Anyway, I was driving north on I-95 and listening to NPR like the good liberal I am, and they did a story on a new release of a very old record.  When Motown Records moved from Detroit to LA in the early '70s, making the transition from The Supremes/The Temptations/Smokey Robinson to Diana Ross/The Jackson 5/The Commodores, they spawned a number of small sub-labels:  VIP Records, Rare Earth Records, and their original LA label, MoWest.  There's a new anthology of MoWest songs just re-released, and it takes its name from a song by one of their artists, Odyssey.  That song, and this record, are called "Our Lives are Shaped by What We Love."
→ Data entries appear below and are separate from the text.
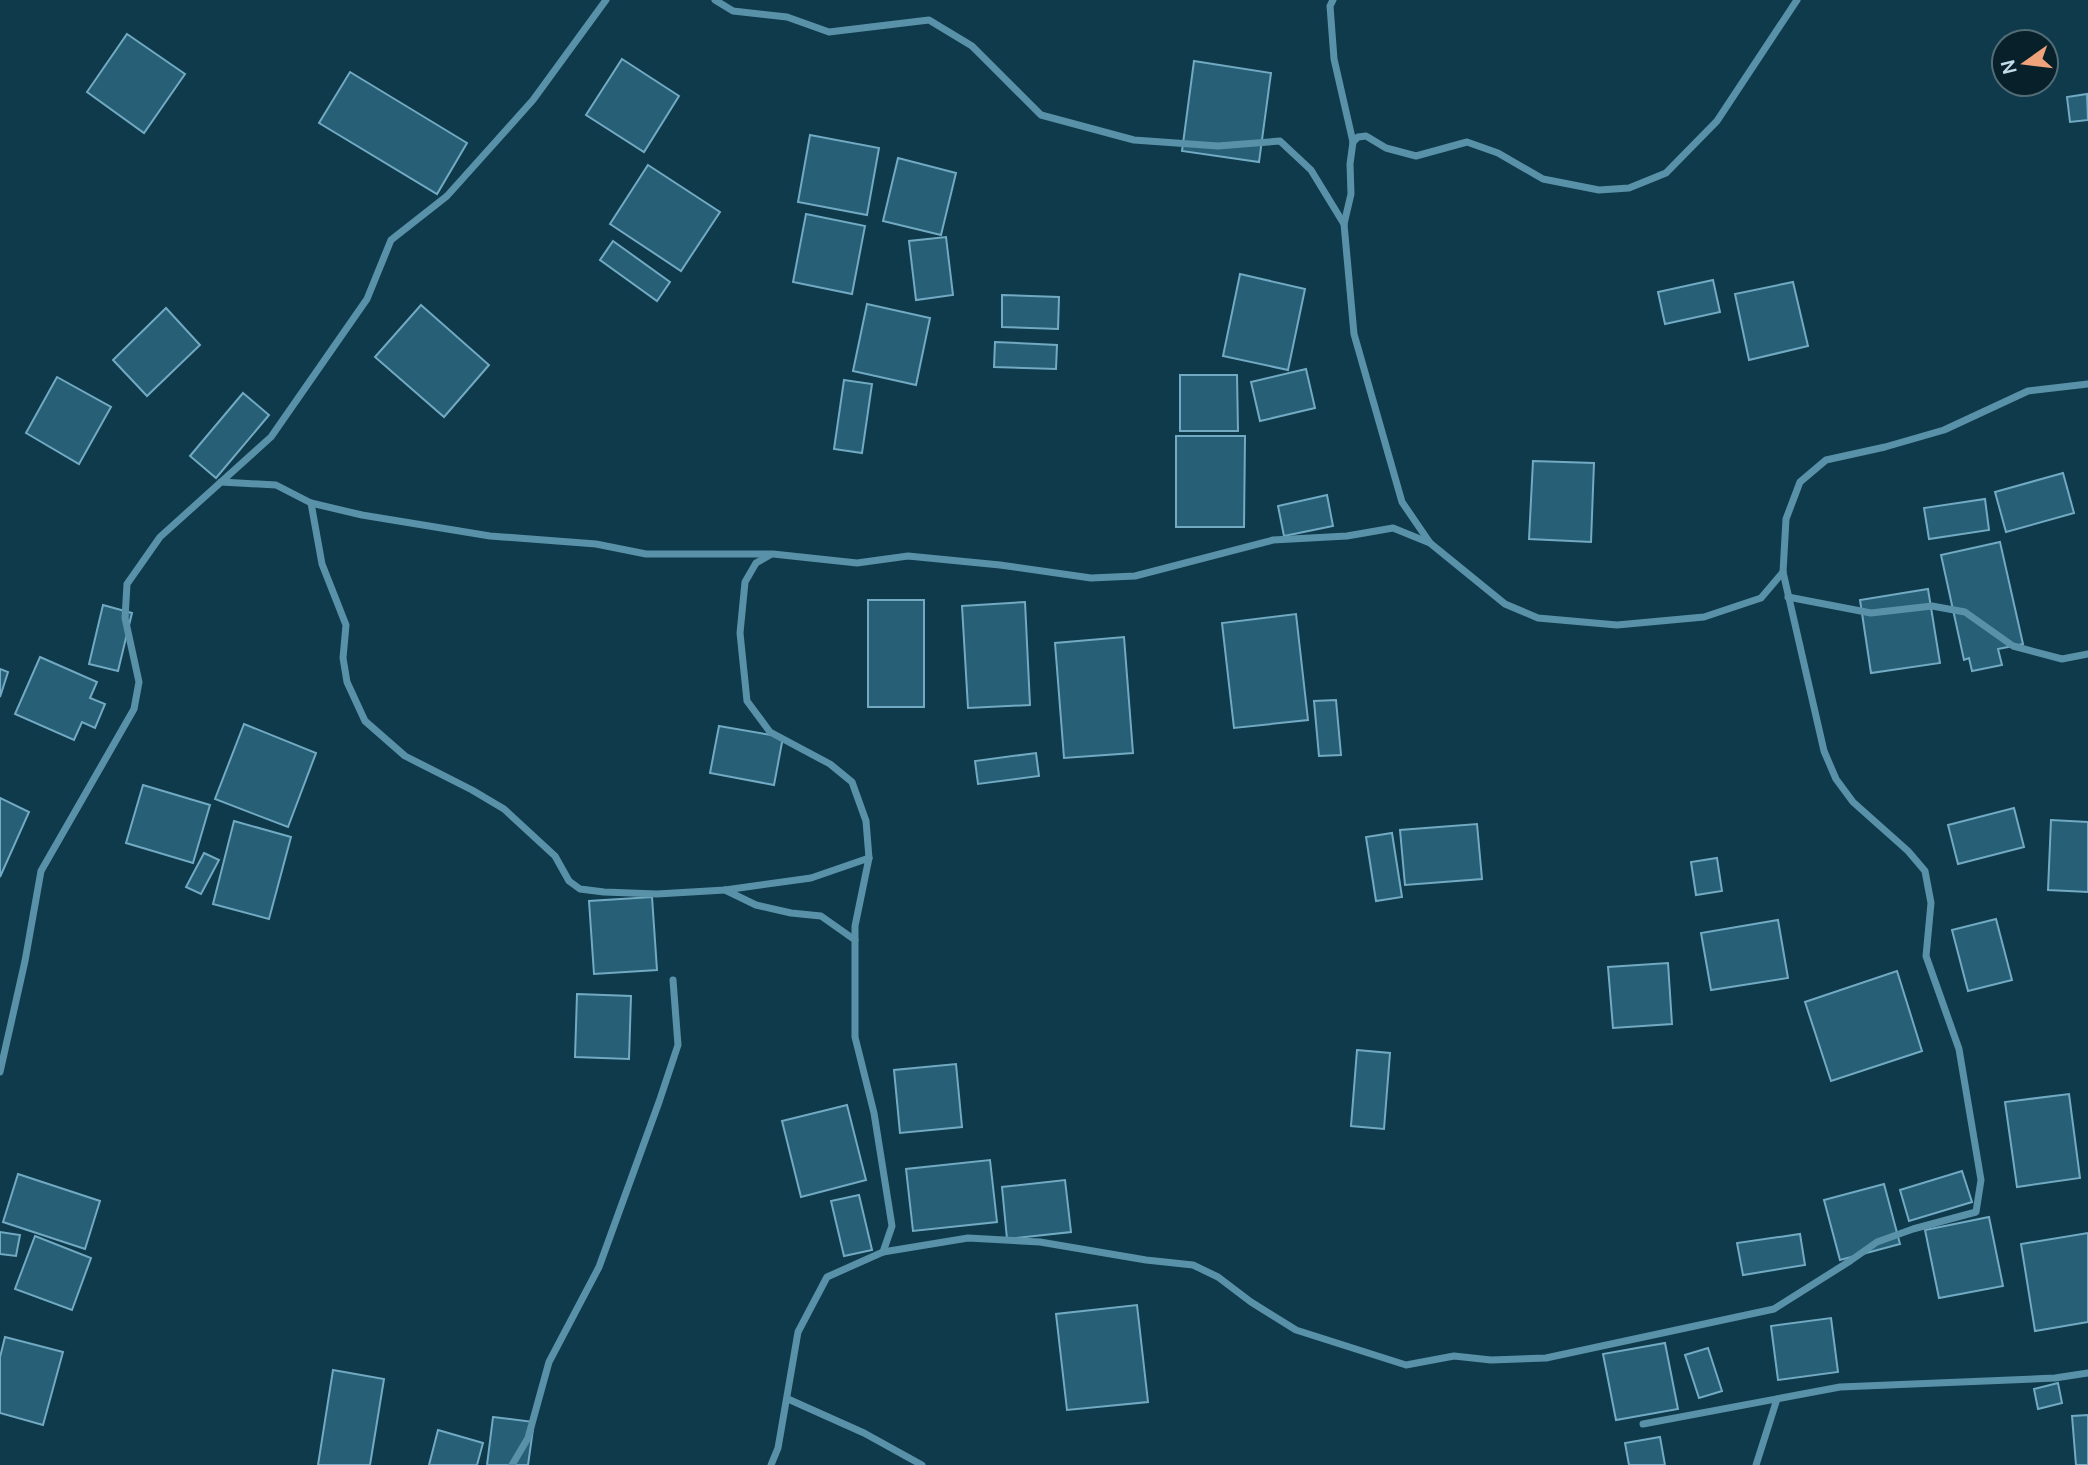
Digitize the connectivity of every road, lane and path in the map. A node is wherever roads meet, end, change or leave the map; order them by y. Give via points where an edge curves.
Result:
1 (606, 0) edge
2 (715, 0) edge
3 (1333, 0) edge
4 (1797, 0) edge
5 (1353, 142) junction
6 (1343, 224) junction
7 (2088, 384) edge
8 (221, 482) junction
9 (311, 503) junction
10 (1430, 543) junction
11 (773, 554) junction
12 (1783, 572) junction
13 (1788, 597) junction
14 (2088, 654) edge
15 (869, 858) junction
16 (725, 890) junction
17 (855, 940) junction
18 (673, 980) dead end
19 (0, 1072) edge
20 (883, 1252) junction
21 (2088, 1373) edge
22 (788, 1399) junction
23 (1777, 1399) junction
24 (1643, 1424) dead end
25 (512, 1465) edge
26 (771, 1465) edge
27 (922, 1465) edge
28 (1756, 1465) edge

1 - 8 street via 533,100 447,196 391,240 367,299 271,437
2 - 6 street via 733,11 787,17 830,32 929,20 972,46 1041,114 1134,140 1218,146 1280,141 1311,170
3 - 5 street via 1334,59
4 - 5 street via 1717,121 1665,173 1629,188 1599,190 1543,179 1499,153 1467,142 1416,156 1386,148 1366,136
5 - 6 street via 1351,194
6 - 10 street via 1354,334 1402,502
7 - 12 street via 2028,391 1944,430 1826,460 1800,482 1786,519
8 - 9 street via 276,485
8 - 19 street via 160,537 127,583 125,618 139,682 134,709 41,871
9 - 11 street via 491,536 596,544 646,554
9 - 16 street via 322,564 346,625 346,682 365,721 405,756 504,809 555,856 569,881 580,889 657,894
10 - 11 street via 1393,528 1273,540 1135,576 1091,578 908,556 857,563
10 - 12 street via 1505,604 1538,618 1618,625 1704,617 1761,598
11 - 15 street via 756,563 745,582 740,633 747,701 769,732 830,764 852,782 866,821
12 - 13 street
13 - 14 street via 1871,613 1932,606 1965,611 2013,646 2062,659
13 - 20 street via 1824,751 1836,779 1853,802 1925,871 1931,903 1926,956 1959,1049 1981,1180 1976,1212 1877,1242 1774,1309 1546,1358 1454,1356 1406,1365 1296,1330 1218,1277 1192,1265 1040,1242 968,1238
15 - 16 street via 811,878
15 - 17 street
16 - 17 street via 756,905 821,916
17 - 20 street via 855,1037 874,1113 892,1226
18 - 25 street via 678,1045 599,1266 549,1362 528,1438
20 - 22 street via 827,1277 798,1332
21 - 23 street via 1839,1387
22 - 26 street
22 - 27 street
23 - 24 street
23 - 28 street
And I think that's true, but only if we make it true.  Our lives can be shaped by what we despise.  Our lives can be shaped by what we fear.  Our lives can be shaped by what we think we need.  Our lives can be shaped by what other people tell us.

Or our lives can be shaped by what we love.

Last night, I was home from work and scarcely able to move.  Our friend Ursula once commented on a line from my second book—"There were a lot of evenings when I went home and did nothing." That was Wednesday.  But I watched a taped pool match on the DVR, with Karen Corr playing really well to win a tournament against Helena Thornfeldt.  And I suddenly saw the table in a new way.  I knew what ball was next to be shot; I saw what pockets it could or could not be made in; I saw where the cue ball would have to land to make each of those possible shots; and I understood the relative ease or difficulty of getting the cue ball to each of those places, and thus which choice was most likely successful.  It was a revelation, a sudden understanding.  "Oh, so THAT's how you make decisions when playing position..."  It was like someone sent me the next chapter of the textbook.

So when I went to play tonight, I actually looked forward to practicing 9-ball, a game I usually don't care for.  And although there's plenty of rust on my shooting, I played really well in a genre that has been uninspiring to me.

Our lives are shaped by what we love.

I'm feeling like I'm getting closer to understanding how to play position on my own life as well.  Marrying Nora has been a revelation, the arrival of the next chapter.  So now how do I get from there to Vermont, to writing, to independence from organizational dysfunction?  I don't know entirely, but I feel like I understand the layout in ways that I didn't even a month ago.